Show the lines of the material that contain the word "Ellington".

***

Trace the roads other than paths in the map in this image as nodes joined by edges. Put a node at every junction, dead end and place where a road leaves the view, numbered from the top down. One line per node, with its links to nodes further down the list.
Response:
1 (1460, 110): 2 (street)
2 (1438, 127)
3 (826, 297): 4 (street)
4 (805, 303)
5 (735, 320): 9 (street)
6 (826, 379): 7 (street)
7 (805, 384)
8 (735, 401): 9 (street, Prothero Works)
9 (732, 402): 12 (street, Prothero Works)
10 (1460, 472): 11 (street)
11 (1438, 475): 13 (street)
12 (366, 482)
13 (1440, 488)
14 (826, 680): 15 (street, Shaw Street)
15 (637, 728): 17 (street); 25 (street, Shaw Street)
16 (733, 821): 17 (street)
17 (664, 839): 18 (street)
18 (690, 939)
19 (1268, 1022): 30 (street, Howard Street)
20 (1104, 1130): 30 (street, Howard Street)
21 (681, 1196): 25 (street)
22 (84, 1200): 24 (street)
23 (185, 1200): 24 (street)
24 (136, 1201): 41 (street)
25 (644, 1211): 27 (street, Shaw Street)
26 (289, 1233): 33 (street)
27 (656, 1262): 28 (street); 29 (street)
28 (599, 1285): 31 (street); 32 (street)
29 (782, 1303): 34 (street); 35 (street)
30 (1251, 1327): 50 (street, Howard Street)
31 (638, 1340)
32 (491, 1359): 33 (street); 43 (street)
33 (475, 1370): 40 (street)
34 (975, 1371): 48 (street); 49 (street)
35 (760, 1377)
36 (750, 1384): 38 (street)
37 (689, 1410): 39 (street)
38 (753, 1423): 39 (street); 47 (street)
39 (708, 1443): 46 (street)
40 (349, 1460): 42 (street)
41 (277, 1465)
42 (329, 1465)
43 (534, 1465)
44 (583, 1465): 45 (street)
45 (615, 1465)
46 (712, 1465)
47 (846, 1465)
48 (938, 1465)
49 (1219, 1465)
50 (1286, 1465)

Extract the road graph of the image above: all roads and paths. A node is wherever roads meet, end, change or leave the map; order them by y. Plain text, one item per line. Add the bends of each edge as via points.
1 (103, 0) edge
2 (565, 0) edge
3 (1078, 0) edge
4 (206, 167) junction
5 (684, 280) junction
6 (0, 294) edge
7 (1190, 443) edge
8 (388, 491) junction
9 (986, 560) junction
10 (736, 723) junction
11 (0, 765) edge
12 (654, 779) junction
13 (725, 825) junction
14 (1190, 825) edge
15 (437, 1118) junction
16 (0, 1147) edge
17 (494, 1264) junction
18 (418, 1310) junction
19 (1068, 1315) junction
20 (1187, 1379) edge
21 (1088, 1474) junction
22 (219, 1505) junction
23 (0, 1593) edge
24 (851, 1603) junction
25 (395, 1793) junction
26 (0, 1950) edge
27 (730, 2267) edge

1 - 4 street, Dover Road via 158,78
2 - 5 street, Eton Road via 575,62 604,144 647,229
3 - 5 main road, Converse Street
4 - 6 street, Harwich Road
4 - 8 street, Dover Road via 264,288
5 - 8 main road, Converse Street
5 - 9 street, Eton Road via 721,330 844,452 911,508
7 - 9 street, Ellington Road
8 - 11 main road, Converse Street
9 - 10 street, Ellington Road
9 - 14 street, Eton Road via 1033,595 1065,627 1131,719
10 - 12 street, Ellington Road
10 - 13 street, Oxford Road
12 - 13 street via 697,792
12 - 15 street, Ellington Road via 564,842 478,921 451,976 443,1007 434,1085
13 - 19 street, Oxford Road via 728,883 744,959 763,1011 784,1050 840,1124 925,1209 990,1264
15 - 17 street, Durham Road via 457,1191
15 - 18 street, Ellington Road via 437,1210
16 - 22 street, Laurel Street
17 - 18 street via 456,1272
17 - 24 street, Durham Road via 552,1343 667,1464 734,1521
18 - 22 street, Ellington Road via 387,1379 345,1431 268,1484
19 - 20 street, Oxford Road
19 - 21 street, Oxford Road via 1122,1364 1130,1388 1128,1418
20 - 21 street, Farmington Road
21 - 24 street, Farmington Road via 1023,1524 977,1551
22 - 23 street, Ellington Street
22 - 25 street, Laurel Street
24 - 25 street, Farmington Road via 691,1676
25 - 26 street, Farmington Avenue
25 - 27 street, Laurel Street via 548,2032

***

> [RESPONSE TO THIS EXERCISE]
7 - 9 street, Ellington Road
9 - 10 street, Ellington Road
10 - 12 street, Ellington Road
12 - 15 street, Ellington Road via 564,842 478,921 451,976 443,1007 434,1085
15 - 18 street, Ellington Road via 437,1210
18 - 22 street, Ellington Road via 387,1379 345,1431 268,1484
22 - 23 street, Ellington Street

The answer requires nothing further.